[Saved data entries]
────────────────────

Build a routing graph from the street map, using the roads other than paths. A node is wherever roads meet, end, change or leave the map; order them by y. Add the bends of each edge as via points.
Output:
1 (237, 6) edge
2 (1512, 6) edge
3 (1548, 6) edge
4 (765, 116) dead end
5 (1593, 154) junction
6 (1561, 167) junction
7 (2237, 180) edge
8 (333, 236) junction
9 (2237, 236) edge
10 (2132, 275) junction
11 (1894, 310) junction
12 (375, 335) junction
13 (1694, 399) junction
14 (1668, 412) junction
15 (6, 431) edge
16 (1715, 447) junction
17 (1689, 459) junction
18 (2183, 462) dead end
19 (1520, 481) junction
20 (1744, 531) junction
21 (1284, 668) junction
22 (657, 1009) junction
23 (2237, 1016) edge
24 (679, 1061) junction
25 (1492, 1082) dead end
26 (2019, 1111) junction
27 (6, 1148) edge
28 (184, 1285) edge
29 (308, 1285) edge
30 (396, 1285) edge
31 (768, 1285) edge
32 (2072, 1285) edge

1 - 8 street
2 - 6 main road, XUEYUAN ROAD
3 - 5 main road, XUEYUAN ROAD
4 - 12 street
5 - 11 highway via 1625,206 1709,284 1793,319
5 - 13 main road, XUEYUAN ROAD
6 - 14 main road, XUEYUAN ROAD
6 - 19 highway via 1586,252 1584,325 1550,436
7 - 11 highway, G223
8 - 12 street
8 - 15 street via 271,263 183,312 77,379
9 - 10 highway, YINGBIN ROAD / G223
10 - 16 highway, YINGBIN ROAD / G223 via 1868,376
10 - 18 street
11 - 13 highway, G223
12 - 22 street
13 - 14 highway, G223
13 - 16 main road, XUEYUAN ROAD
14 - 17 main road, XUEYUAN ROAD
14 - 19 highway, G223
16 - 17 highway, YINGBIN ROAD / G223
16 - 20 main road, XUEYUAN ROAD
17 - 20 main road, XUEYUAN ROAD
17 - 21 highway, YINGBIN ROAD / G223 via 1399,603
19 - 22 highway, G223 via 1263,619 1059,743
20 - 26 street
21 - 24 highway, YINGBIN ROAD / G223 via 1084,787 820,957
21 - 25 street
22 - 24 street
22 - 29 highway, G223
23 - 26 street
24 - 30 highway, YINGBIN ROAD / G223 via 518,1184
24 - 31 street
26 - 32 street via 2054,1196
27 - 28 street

────────────────────

Once more, write out all of the entries above exactly.

__Result of the exercise__
Build a routing graph from the street map, using the roads other than paths. A node is wherever roads meet, end, change or leave the map; order them by y. Add the bends of each edge as via points.
Output:
1 (237, 6) edge
2 (1512, 6) edge
3 (1548, 6) edge
4 (765, 116) dead end
5 (1593, 154) junction
6 (1561, 167) junction
7 (2237, 180) edge
8 (333, 236) junction
9 (2237, 236) edge
10 (2132, 275) junction
11 (1894, 310) junction
12 (375, 335) junction
13 (1694, 399) junction
14 (1668, 412) junction
15 (6, 431) edge
16 (1715, 447) junction
17 (1689, 459) junction
18 (2183, 462) dead end
19 (1520, 481) junction
20 (1744, 531) junction
21 (1284, 668) junction
22 (657, 1009) junction
23 (2237, 1016) edge
24 (679, 1061) junction
25 (1492, 1082) dead end
26 (2019, 1111) junction
27 (6, 1148) edge
28 (184, 1285) edge
29 (308, 1285) edge
30 (396, 1285) edge
31 (768, 1285) edge
32 (2072, 1285) edge

1 - 8 street
2 - 6 main road, XUEYUAN ROAD
3 - 5 main road, XUEYUAN ROAD
4 - 12 street
5 - 11 highway via 1625,206 1709,284 1793,319
5 - 13 main road, XUEYUAN ROAD
6 - 14 main road, XUEYUAN ROAD
6 - 19 highway via 1586,252 1584,325 1550,436
7 - 11 highway, G223
8 - 12 street
8 - 15 street via 271,263 183,312 77,379
9 - 10 highway, YINGBIN ROAD / G223
10 - 16 highway, YINGBIN ROAD / G223 via 1868,376
10 - 18 street
11 - 13 highway, G223
12 - 22 street
13 - 14 highway, G223
13 - 16 main road, XUEYUAN ROAD
14 - 17 main road, XUEYUAN ROAD
14 - 19 highway, G223
16 - 17 highway, YINGBIN ROAD / G223
16 - 20 main road, XUEYUAN ROAD
17 - 20 main road, XUEYUAN ROAD
17 - 21 highway, YINGBIN ROAD / G223 via 1399,603
19 - 22 highway, G223 via 1263,619 1059,743
20 - 26 street
21 - 24 highway, YINGBIN ROAD / G223 via 1084,787 820,957
21 - 25 street
22 - 24 street
22 - 29 highway, G223
23 - 26 street
24 - 30 highway, YINGBIN ROAD / G223 via 518,1184
24 - 31 street
26 - 32 street via 2054,1196
27 - 28 street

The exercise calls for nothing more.